Menurut Iman, penelusuran ini penting untuk memastikan ada tidaknya aturan yang dilanggar Haryadi.
Haryadi disebut-sebut merupakan pensiunan beberapa dinas, salah satunya Badan Pendapatan dan Pembangunan Daerah (Bappeda).

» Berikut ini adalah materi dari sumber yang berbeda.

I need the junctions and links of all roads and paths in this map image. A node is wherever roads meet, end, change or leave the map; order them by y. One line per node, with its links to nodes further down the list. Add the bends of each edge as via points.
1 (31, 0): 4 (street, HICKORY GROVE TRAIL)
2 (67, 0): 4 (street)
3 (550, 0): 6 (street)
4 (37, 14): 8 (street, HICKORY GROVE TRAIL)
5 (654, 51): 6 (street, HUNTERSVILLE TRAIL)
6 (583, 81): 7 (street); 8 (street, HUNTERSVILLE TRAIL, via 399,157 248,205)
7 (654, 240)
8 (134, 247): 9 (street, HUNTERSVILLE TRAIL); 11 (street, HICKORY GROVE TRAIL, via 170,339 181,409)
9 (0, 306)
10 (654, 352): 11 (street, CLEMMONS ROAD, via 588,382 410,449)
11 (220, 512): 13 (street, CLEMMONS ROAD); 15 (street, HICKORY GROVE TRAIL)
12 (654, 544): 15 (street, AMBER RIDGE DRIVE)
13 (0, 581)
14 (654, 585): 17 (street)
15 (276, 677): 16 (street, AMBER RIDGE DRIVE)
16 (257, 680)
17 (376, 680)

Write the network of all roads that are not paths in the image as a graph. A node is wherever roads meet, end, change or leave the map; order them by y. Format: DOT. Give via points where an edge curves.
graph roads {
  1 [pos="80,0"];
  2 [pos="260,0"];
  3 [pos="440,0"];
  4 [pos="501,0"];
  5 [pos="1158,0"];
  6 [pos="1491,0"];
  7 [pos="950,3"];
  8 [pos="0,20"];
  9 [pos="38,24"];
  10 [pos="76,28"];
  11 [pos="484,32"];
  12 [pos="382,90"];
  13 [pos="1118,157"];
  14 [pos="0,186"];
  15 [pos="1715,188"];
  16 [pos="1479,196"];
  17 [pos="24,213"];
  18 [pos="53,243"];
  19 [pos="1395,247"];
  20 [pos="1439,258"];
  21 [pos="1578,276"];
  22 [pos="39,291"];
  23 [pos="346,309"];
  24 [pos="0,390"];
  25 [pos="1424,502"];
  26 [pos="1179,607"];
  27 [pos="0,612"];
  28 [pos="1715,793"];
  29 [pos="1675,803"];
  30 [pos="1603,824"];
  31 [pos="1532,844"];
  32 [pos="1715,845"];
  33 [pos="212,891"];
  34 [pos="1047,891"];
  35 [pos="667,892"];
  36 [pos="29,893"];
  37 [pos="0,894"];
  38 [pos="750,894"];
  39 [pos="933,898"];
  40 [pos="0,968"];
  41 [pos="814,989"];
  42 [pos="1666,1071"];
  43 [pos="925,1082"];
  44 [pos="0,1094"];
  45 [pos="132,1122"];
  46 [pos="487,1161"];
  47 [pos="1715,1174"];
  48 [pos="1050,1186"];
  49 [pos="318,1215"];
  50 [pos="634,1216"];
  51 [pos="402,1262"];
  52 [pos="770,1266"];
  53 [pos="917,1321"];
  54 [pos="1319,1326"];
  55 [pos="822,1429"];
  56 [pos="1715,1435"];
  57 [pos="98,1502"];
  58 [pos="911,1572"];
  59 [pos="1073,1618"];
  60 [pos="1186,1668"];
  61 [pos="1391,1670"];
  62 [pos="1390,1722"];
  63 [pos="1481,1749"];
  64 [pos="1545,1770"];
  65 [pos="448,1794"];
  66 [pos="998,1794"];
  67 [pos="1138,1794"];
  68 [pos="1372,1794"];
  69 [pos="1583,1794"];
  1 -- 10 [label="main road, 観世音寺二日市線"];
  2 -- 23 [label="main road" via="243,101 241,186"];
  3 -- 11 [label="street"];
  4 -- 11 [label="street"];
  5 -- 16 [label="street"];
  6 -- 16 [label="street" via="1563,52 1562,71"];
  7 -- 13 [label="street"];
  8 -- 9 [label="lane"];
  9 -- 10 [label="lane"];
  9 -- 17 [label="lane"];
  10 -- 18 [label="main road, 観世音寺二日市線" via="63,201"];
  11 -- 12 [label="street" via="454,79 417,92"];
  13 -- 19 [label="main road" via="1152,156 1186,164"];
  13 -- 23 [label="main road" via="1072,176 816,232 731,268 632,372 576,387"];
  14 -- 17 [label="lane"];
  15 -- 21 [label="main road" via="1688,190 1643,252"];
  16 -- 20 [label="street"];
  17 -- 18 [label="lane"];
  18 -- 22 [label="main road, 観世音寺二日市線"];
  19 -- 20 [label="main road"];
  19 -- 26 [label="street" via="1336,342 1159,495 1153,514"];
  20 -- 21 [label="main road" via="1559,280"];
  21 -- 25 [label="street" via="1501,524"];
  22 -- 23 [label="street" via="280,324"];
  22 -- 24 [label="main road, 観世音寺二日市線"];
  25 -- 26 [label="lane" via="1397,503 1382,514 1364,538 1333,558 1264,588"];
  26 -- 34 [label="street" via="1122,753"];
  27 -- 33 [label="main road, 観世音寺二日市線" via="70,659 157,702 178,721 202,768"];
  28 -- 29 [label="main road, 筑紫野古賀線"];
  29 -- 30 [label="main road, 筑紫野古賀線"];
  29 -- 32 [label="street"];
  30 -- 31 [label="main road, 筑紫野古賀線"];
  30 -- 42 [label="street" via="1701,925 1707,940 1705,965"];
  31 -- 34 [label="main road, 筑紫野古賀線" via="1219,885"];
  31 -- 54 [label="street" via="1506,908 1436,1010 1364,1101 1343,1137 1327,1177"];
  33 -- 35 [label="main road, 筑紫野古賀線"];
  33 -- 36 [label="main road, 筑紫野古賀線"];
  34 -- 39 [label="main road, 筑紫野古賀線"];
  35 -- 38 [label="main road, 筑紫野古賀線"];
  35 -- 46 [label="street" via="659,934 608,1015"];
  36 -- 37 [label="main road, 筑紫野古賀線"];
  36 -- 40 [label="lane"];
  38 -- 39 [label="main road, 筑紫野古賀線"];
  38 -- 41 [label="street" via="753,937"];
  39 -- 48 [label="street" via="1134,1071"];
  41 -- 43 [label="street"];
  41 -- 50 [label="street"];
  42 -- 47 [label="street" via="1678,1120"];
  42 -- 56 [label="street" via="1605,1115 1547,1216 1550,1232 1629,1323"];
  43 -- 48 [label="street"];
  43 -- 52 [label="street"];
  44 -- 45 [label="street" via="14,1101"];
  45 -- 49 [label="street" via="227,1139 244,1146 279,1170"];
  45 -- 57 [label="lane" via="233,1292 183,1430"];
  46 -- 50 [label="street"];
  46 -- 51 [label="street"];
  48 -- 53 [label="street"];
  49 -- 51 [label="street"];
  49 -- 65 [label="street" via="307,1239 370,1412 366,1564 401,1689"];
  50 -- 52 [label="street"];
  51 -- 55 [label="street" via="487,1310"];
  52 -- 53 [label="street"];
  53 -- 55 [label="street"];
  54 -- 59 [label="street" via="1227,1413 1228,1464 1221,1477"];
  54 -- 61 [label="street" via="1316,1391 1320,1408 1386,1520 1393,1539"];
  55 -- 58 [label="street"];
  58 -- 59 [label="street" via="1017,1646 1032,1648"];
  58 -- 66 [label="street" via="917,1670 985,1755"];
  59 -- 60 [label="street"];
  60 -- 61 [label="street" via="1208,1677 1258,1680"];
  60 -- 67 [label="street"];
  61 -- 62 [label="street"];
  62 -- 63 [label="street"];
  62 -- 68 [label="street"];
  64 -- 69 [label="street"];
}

"Kalau sebagai pejabat daerah atau pejabat DKI, sudah pasti tidak boleh, tapi dia kan bukan sebagai pejabat, dia kan sudah pensiun dari Bappeda, dia orang Bappeda dulu, PNS. Makanya kami mau cari dulu payung hukumnya," jelasnya.
Haryadi diketahui masuk dalam satu tim yang terdiri dari lima dewan pengawas untuk tujuh rumah sakit.
"Dia menjadi dewan pengawas di tujuh rumah sakit itu, rumah sakit DKI," ujarnya.
Iman mengatakan, jika Haryadi terbukti merangkap jabatan sebagai TGUPP dan Dewas, maka bersangkutan sebaiknya memilih salah satu jabatan tersebut.
"Nah itu, itu yang kami lihat di samping sisi hukum, dari efektivitasnya kan. Kalau dia memang ke sana ke sini terlalu riweuh, ya kami akan usulkan salah satu saja diambil, mau TGUPP atau mau sebagai dewan pengawas," ujarnya.
Sepengetahuan dirinya, lanjut Iman, Haryadi terlebih dahulu menjabat dewas dari tahun 2016, kemudian masuk sebagai anggota TGUPP tahun 2018.
"Itu yang kami lagi cari tahu. Kalau dia tadi masuk ke dewan pengawas dulu, terus dia masuk ke TGUPP, berarti kan dia dapat dobel nih tadi yang saya bilang," paparnya.
"Tapi kami mau lihat dulu secara payung hukumnya boleh atau tidak rangkap-rangkap jabatan. Yang pasti kan efektivitas cara kerjanya kan pasti berkurang, di luar dari payung hukumnya," tutupnya.